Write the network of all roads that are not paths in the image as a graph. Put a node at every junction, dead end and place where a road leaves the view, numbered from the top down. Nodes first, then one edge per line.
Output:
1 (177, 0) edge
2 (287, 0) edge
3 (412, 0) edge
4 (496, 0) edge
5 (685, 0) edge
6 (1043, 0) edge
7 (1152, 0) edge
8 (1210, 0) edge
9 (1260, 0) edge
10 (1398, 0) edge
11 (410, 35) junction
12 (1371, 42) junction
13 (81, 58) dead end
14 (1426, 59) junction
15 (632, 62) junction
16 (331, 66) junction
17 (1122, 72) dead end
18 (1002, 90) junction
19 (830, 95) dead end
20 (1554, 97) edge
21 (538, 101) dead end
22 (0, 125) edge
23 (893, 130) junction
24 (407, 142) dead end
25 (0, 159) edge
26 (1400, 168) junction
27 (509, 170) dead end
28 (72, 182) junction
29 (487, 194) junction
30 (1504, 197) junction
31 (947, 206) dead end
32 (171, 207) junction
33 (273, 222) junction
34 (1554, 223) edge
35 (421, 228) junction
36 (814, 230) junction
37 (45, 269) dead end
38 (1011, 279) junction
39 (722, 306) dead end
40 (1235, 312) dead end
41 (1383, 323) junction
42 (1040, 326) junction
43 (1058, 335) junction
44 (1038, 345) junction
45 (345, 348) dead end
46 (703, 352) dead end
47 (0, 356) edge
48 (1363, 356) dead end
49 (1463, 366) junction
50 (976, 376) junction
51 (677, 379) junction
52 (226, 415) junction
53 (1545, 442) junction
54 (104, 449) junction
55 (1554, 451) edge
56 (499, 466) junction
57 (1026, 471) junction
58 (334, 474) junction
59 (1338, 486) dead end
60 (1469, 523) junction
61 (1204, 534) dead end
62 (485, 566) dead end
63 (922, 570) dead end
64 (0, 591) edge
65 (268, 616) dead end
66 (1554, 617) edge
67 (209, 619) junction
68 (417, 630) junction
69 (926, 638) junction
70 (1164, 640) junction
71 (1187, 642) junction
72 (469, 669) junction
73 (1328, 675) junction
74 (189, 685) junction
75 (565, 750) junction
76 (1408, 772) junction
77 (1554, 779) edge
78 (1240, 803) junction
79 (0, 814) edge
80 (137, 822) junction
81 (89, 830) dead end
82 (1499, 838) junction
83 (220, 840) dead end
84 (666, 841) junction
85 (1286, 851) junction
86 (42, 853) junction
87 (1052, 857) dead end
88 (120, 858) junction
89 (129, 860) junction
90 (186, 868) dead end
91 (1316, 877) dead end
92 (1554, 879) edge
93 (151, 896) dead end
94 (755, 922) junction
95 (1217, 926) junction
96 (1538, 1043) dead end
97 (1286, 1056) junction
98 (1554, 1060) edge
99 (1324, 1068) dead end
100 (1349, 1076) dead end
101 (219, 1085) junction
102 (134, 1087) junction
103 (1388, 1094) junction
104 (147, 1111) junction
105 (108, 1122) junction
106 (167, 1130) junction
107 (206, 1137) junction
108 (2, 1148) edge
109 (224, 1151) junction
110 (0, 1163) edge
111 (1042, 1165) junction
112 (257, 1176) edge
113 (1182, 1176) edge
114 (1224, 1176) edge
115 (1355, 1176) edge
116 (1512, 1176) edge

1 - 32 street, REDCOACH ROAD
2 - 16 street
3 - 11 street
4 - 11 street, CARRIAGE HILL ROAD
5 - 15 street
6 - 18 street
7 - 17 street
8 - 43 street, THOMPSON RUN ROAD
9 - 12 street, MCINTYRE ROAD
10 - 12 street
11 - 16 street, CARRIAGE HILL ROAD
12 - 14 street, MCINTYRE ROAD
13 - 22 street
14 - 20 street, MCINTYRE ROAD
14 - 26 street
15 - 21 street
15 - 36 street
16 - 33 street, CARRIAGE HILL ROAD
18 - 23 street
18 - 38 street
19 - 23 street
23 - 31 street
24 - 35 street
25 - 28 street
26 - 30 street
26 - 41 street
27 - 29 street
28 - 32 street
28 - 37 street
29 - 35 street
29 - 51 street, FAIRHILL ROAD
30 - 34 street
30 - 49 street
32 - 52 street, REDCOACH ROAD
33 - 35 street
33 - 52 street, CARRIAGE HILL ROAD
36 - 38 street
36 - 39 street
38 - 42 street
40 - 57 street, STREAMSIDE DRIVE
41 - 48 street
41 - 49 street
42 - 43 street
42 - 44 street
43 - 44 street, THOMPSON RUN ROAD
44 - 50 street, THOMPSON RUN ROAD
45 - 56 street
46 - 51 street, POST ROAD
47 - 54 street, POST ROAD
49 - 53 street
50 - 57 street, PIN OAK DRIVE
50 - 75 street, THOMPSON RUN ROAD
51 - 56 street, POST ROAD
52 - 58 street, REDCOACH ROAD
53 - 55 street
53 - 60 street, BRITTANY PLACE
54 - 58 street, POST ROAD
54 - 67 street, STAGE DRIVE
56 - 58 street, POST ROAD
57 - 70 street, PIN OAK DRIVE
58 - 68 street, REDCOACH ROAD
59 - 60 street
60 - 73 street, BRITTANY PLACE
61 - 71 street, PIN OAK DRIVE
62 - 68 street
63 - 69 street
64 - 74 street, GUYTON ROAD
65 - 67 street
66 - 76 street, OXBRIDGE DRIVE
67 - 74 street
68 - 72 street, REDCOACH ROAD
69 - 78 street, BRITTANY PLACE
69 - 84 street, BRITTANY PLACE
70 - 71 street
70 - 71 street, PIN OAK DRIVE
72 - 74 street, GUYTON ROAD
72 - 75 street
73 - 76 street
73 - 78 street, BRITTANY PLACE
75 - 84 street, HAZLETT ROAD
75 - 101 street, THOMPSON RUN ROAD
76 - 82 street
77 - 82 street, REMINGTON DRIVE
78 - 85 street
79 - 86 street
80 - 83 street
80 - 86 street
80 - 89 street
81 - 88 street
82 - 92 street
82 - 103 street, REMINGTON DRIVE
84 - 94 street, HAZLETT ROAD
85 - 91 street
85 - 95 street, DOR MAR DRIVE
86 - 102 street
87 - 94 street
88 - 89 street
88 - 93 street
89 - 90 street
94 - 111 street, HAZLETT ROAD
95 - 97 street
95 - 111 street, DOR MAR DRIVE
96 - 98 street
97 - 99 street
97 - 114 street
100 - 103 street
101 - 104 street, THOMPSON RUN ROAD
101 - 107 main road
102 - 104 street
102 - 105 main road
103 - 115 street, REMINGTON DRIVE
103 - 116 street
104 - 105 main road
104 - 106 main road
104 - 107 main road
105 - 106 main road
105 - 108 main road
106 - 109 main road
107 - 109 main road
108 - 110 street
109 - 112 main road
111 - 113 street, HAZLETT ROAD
□ □ □ □ □ □ □
Your goal:
Give every line of the material again, exactly as it reads.

Task solution:
Write the network of all roads that are not paths in the image as a graph. Put a node at every junction, dead end and place where a road leaves the view, numbered from the top down. Nodes first, then one edge per line.
Output:
1 (177, 0) edge
2 (287, 0) edge
3 (412, 0) edge
4 (496, 0) edge
5 (685, 0) edge
6 (1043, 0) edge
7 (1152, 0) edge
8 (1210, 0) edge
9 (1260, 0) edge
10 (1398, 0) edge
11 (410, 35) junction
12 (1371, 42) junction
13 (81, 58) dead end
14 (1426, 59) junction
15 (632, 62) junction
16 (331, 66) junction
17 (1122, 72) dead end
18 (1002, 90) junction
19 (830, 95) dead end
20 (1554, 97) edge
21 (538, 101) dead end
22 (0, 125) edge
23 (893, 130) junction
24 (407, 142) dead end
25 (0, 159) edge
26 (1400, 168) junction
27 (509, 170) dead end
28 (72, 182) junction
29 (487, 194) junction
30 (1504, 197) junction
31 (947, 206) dead end
32 (171, 207) junction
33 (273, 222) junction
34 (1554, 223) edge
35 (421, 228) junction
36 (814, 230) junction
37 (45, 269) dead end
38 (1011, 279) junction
39 (722, 306) dead end
40 (1235, 312) dead end
41 (1383, 323) junction
42 (1040, 326) junction
43 (1058, 335) junction
44 (1038, 345) junction
45 (345, 348) dead end
46 (703, 352) dead end
47 (0, 356) edge
48 (1363, 356) dead end
49 (1463, 366) junction
50 (976, 376) junction
51 (677, 379) junction
52 (226, 415) junction
53 (1545, 442) junction
54 (104, 449) junction
55 (1554, 451) edge
56 (499, 466) junction
57 (1026, 471) junction
58 (334, 474) junction
59 (1338, 486) dead end
60 (1469, 523) junction
61 (1204, 534) dead end
62 (485, 566) dead end
63 (922, 570) dead end
64 (0, 591) edge
65 (268, 616) dead end
66 (1554, 617) edge
67 (209, 619) junction
68 (417, 630) junction
69 (926, 638) junction
70 (1164, 640) junction
71 (1187, 642) junction
72 (469, 669) junction
73 (1328, 675) junction
74 (189, 685) junction
75 (565, 750) junction
76 (1408, 772) junction
77 (1554, 779) edge
78 (1240, 803) junction
79 (0, 814) edge
80 (137, 822) junction
81 (89, 830) dead end
82 (1499, 838) junction
83 (220, 840) dead end
84 (666, 841) junction
85 (1286, 851) junction
86 (42, 853) junction
87 (1052, 857) dead end
88 (120, 858) junction
89 (129, 860) junction
90 (186, 868) dead end
91 (1316, 877) dead end
92 (1554, 879) edge
93 (151, 896) dead end
94 (755, 922) junction
95 (1217, 926) junction
96 (1538, 1043) dead end
97 (1286, 1056) junction
98 (1554, 1060) edge
99 (1324, 1068) dead end
100 (1349, 1076) dead end
101 (219, 1085) junction
102 (134, 1087) junction
103 (1388, 1094) junction
104 (147, 1111) junction
105 (108, 1122) junction
106 (167, 1130) junction
107 (206, 1137) junction
108 (2, 1148) edge
109 (224, 1151) junction
110 (0, 1163) edge
111 (1042, 1165) junction
112 (257, 1176) edge
113 (1182, 1176) edge
114 (1224, 1176) edge
115 (1355, 1176) edge
116 (1512, 1176) edge

1 - 32 street, REDCOACH ROAD
2 - 16 street
3 - 11 street
4 - 11 street, CARRIAGE HILL ROAD
5 - 15 street
6 - 18 street
7 - 17 street
8 - 43 street, THOMPSON RUN ROAD
9 - 12 street, MCINTYRE ROAD
10 - 12 street
11 - 16 street, CARRIAGE HILL ROAD
12 - 14 street, MCINTYRE ROAD
13 - 22 street
14 - 20 street, MCINTYRE ROAD
14 - 26 street
15 - 21 street
15 - 36 street
16 - 33 street, CARRIAGE HILL ROAD
18 - 23 street
18 - 38 street
19 - 23 street
23 - 31 street
24 - 35 street
25 - 28 street
26 - 30 street
26 - 41 street
27 - 29 street
28 - 32 street
28 - 37 street
29 - 35 street
29 - 51 street, FAIRHILL ROAD
30 - 34 street
30 - 49 street
32 - 52 street, REDCOACH ROAD
33 - 35 street
33 - 52 street, CARRIAGE HILL ROAD
36 - 38 street
36 - 39 street
38 - 42 street
40 - 57 street, STREAMSIDE DRIVE
41 - 48 street
41 - 49 street
42 - 43 street
42 - 44 street
43 - 44 street, THOMPSON RUN ROAD
44 - 50 street, THOMPSON RUN ROAD
45 - 56 street
46 - 51 street, POST ROAD
47 - 54 street, POST ROAD
49 - 53 street
50 - 57 street, PIN OAK DRIVE
50 - 75 street, THOMPSON RUN ROAD
51 - 56 street, POST ROAD
52 - 58 street, REDCOACH ROAD
53 - 55 street
53 - 60 street, BRITTANY PLACE
54 - 58 street, POST ROAD
54 - 67 street, STAGE DRIVE
56 - 58 street, POST ROAD
57 - 70 street, PIN OAK DRIVE
58 - 68 street, REDCOACH ROAD
59 - 60 street
60 - 73 street, BRITTANY PLACE
61 - 71 street, PIN OAK DRIVE
62 - 68 street
63 - 69 street
64 - 74 street, GUYTON ROAD
65 - 67 street
66 - 76 street, OXBRIDGE DRIVE
67 - 74 street
68 - 72 street, REDCOACH ROAD
69 - 78 street, BRITTANY PLACE
69 - 84 street, BRITTANY PLACE
70 - 71 street
70 - 71 street, PIN OAK DRIVE
72 - 74 street, GUYTON ROAD
72 - 75 street
73 - 76 street
73 - 78 street, BRITTANY PLACE
75 - 84 street, HAZLETT ROAD
75 - 101 street, THOMPSON RUN ROAD
76 - 82 street
77 - 82 street, REMINGTON DRIVE
78 - 85 street
79 - 86 street
80 - 83 street
80 - 86 street
80 - 89 street
81 - 88 street
82 - 92 street
82 - 103 street, REMINGTON DRIVE
84 - 94 street, HAZLETT ROAD
85 - 91 street
85 - 95 street, DOR MAR DRIVE
86 - 102 street
87 - 94 street
88 - 89 street
88 - 93 street
89 - 90 street
94 - 111 street, HAZLETT ROAD
95 - 97 street
95 - 111 street, DOR MAR DRIVE
96 - 98 street
97 - 99 street
97 - 114 street
100 - 103 street
101 - 104 street, THOMPSON RUN ROAD
101 - 107 main road
102 - 104 street
102 - 105 main road
103 - 115 street, REMINGTON DRIVE
103 - 116 street
104 - 105 main road
104 - 106 main road
104 - 107 main road
105 - 106 main road
105 - 108 main road
106 - 109 main road
107 - 109 main road
108 - 110 street
109 - 112 main road
111 - 113 street, HAZLETT ROAD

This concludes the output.